I have discussed this on my poly blog (which will one day be migrated to here) before, that it is rare to have a negative experience when I out myself as either poly or queer these days. Now there are many reasons for that, some of which are internal and some external (white, middle class, cis-female, able bodied privilege ahoy). Oh and the fact that I get to choose my audience also plays a large part. It is rare that I am outed and feel that I have to justify myself and my choices – though that happens from time to time.
There is a big difference in power between telling someone something in an environment in which you are comfortable and have an expectation of the reaction and having someone else tell someone with the potential for accusation, interrogation and a negative reaction, not to mention real and actual harm. I don’t go around telling people I know who will react badly because I don’t want to waste the energy on ameliorating that reaction and any relationships that may be impacted. Though sometimes I am tempted to be evil and tell people so they go away and leave me alone – sadly those situations are usually ones where my parents would be impacted instead of me and I don’t think that’s fair on them.
I work for a massive, multinational company which has won awards for it’s diversity policies, and seems to actively work hard on not just having the policies, but making sure that the workplace is safe for the GLBTIQ people who work there. So I feel safe being out because the workplace culture there is one where I can be out and that doesn’t matter. I think this is also helped by my own internal attitude of, “if you have a problem with me (specifically the poly and bisexual me), then that’s your problem and not mine”. That’s how I tend to out myself as well, if it is relevant I just state it like it is, and expect people to keep up (which is somewhat evil of me). I do answer the million and six questions that arise because I consider that fair (especially when I’ve dumped someone in the deep end), but I don’t let it become a big issue – which is part of the choosing the audience thing.

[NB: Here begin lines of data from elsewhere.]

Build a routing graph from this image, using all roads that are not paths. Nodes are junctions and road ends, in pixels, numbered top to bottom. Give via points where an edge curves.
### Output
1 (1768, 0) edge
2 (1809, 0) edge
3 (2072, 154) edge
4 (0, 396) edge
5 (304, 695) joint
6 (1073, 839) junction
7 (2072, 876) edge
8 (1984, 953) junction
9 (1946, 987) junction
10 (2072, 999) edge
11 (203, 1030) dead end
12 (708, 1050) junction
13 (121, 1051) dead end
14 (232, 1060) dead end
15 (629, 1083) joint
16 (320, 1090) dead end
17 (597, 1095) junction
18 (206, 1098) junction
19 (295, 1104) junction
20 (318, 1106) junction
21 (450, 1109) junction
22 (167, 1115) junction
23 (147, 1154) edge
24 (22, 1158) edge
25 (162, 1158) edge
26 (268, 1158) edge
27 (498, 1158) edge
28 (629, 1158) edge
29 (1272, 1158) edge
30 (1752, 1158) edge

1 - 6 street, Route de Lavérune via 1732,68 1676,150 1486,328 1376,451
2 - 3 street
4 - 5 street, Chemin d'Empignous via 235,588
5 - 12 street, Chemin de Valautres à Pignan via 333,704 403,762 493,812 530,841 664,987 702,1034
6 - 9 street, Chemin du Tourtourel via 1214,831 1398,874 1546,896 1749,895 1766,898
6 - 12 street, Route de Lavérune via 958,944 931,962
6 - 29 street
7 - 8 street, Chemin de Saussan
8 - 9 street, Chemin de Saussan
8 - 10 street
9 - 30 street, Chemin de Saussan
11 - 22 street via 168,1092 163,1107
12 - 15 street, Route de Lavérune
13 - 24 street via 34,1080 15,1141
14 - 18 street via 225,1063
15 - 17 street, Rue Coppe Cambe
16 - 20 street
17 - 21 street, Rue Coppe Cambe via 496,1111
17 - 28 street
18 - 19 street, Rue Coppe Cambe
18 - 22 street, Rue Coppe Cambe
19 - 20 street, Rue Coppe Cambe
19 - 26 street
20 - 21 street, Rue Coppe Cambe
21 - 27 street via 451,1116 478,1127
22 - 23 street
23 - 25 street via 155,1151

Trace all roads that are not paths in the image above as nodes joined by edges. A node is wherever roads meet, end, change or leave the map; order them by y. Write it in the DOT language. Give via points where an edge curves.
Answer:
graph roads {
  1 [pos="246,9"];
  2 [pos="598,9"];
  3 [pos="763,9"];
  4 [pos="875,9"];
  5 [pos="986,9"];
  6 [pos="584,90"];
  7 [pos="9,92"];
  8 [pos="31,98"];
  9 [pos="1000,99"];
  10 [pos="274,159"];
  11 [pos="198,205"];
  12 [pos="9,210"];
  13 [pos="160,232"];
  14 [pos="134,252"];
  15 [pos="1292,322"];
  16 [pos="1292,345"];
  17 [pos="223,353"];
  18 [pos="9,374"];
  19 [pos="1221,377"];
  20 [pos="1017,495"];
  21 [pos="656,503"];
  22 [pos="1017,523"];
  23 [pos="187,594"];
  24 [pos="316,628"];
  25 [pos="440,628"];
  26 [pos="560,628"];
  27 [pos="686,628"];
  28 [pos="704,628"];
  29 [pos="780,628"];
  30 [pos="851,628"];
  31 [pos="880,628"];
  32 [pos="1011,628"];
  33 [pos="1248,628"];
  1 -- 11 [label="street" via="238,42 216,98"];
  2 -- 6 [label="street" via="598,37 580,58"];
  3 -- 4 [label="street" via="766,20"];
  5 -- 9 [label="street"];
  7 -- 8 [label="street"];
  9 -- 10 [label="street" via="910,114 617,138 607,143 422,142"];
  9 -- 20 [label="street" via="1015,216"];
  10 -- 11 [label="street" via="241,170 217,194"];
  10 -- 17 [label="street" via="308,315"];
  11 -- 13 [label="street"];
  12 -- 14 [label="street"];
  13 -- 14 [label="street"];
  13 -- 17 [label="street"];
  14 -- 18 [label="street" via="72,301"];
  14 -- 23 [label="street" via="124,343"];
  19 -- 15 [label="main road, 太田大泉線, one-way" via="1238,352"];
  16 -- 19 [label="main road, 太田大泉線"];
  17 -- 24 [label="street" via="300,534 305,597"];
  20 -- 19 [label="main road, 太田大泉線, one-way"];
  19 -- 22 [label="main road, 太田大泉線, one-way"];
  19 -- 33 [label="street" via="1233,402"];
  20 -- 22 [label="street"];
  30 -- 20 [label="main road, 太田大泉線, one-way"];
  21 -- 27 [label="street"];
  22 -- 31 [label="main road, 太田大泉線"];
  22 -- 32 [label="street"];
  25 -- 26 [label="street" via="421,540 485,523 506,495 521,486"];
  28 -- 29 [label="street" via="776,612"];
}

So, after all that brain dump, why this is relevant now – I outed myself at work (again). The reactions were funny (as in LOL funny). The first time I outed myself at work was kinda accidental. I tend to pluralise partner, and most people drop the plural either thinking I did it accidentally or their own hearing filter fails to catch it. One guy caught it and somewhat unprepared (I wasn’t sure how much the policy was put into practice at this point in my time at my company) I explained the poly situation and being bi, and how everything was fine. Everyone quizzed me, and then it was rarely mentioned again. This time, the perfect opportunity was presented to me, most of my team had changed and only two people who were present at the first outing were there, so I told everyone – it makes the pronoun game far less of an issue.
One colleague struggled, more with the concepts of polyamoroy than anything else. They were all curious, but non-judgemental. I was briefly the centre of attention as everyone wanted to know how it worked, how the relationships were structured, how jealousy operated, how we got to this point, etc. Another colleague, one who had been paying attention and whom I’m becoming friends with, had picked up on the different names I regularly referred to and put it all together herself – she wasn’t surprised but was proud that she’d figured it out.
I’m lucky. I’m lucky I’m in a situation where my relationships, queerness, lack of religious belief, and political leanings mean that I am unlikely to lose my job, be shunned, or have my children (if I had any) taken away from me. I’m grateful that I’ve figured out that other people’s issues with me is their issue to deal with and not mine. I’m happy I have the internal fortitude to keep that point of view most of the time.